▶ _What you have to do_
Starting from the line that contains "ring mcp: (115, 194)", reproduce each line exactly through the end of the material, and include no other lines.

▶ _Supplied records_
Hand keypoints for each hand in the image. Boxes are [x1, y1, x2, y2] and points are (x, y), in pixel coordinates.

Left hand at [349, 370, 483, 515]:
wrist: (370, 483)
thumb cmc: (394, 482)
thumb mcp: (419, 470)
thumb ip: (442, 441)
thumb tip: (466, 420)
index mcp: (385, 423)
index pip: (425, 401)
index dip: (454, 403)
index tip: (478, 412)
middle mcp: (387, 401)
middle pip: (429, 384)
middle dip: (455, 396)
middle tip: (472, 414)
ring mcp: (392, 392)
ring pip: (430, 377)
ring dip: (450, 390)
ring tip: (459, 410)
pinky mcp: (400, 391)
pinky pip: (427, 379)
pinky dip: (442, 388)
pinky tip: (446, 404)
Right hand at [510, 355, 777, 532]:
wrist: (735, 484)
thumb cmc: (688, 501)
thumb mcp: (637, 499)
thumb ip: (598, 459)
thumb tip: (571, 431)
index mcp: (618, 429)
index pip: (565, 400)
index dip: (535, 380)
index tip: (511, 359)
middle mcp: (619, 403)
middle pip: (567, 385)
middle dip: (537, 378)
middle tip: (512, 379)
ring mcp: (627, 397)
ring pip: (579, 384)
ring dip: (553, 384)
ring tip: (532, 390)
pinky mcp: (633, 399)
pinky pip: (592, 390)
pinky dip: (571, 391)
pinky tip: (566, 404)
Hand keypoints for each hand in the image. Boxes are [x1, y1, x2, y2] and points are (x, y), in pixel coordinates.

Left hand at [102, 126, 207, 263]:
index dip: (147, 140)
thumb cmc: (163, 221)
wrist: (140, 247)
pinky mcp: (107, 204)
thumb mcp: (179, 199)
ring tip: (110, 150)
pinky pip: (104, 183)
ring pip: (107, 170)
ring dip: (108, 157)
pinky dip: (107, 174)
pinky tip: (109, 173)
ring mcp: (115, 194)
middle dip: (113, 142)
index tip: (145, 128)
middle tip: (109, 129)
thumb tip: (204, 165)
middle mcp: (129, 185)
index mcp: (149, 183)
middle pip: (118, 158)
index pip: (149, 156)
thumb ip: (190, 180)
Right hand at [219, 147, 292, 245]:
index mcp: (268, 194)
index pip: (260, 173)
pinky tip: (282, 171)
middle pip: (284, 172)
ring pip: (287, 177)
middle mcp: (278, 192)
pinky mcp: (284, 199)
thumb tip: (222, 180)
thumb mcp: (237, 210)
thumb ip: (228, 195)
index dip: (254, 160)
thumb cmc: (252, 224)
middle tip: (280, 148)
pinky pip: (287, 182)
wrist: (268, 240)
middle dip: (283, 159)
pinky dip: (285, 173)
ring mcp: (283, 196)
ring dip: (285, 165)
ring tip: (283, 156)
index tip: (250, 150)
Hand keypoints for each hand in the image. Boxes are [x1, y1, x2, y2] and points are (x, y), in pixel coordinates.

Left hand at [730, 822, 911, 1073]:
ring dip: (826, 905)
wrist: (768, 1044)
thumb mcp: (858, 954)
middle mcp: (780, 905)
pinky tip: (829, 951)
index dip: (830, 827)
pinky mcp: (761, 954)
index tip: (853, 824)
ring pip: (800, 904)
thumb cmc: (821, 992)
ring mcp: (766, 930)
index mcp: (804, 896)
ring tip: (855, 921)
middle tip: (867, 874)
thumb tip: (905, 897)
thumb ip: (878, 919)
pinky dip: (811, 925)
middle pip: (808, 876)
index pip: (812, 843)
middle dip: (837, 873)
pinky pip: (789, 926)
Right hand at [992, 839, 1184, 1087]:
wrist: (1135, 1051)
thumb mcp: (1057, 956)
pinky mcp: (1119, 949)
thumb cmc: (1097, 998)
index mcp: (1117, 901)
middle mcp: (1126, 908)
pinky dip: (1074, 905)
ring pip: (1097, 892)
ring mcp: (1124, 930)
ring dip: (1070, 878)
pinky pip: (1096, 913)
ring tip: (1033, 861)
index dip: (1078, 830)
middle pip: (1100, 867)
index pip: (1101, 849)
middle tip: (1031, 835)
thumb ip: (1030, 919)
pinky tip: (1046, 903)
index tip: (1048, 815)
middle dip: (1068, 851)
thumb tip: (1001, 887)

▶ _Written response_
ring mcp: (115, 194)
middle dip: (113, 142)
index tip: (145, 128)
middle tip: (109, 129)
thumb tip: (204, 165)
middle mcp: (129, 185)
index mcp: (149, 183)
middle pip: (118, 158)
index pip: (149, 156)
thumb ip: (190, 180)
Right hand at [219, 147, 292, 245]:
index mcp: (268, 194)
index pip: (260, 173)
pinky tip: (282, 171)
middle pip: (284, 172)
ring pip: (287, 177)
middle mcp: (278, 192)
pinky mcp: (284, 199)
thumb tip: (222, 180)
thumb mcp: (237, 210)
thumb ip: (228, 195)
index dip: (254, 160)
thumb cmc: (252, 224)
middle tip: (280, 148)
pinky pip: (287, 182)
wrist: (268, 240)
middle dip: (283, 159)
pinky dip: (285, 173)
ring mcp: (283, 196)
ring dip: (285, 165)
ring tip: (283, 156)
index tip: (250, 150)
Hand keypoints for each hand in the image. Boxes are [x1, y1, x2, y2] and points are (x, y), in pixel coordinates.

Left hand at [730, 822, 911, 1073]:
ring dip: (826, 905)
wrist: (768, 1044)
thumb mcp: (858, 954)
middle mcp: (780, 905)
pinky tip: (829, 951)
index dip: (830, 827)
pinky mcp: (761, 954)
index tip: (853, 824)
ring pip: (800, 904)
thumb cmc: (821, 992)
ring mcp: (766, 930)
index mcp: (804, 896)
ring tip: (855, 921)
middle tip: (867, 874)
thumb tip: (905, 897)
thumb ip: (878, 919)
pinky dip: (811, 925)
middle pip: (808, 876)
index pip: (812, 843)
middle dip: (837, 873)
pinky pip: (789, 926)
Right hand at [992, 839, 1184, 1087]:
wrist: (1135, 1051)
thumb mcp: (1057, 956)
pinky mcp: (1119, 949)
thumb cmc: (1097, 998)
index mcp: (1117, 901)
middle mcp: (1126, 908)
pinky dip: (1074, 905)
ring pip: (1097, 892)
ring mcp: (1124, 930)
ring dip: (1070, 878)
pinky pip: (1096, 913)
ring tip: (1033, 861)
index dip: (1078, 830)
middle pip: (1100, 867)
index pip: (1101, 849)
middle tip: (1031, 835)
thumb ip: (1030, 919)
pinky tip: (1046, 903)
index tip: (1048, 815)
middle dip: (1068, 851)
thumb tip: (1001, 887)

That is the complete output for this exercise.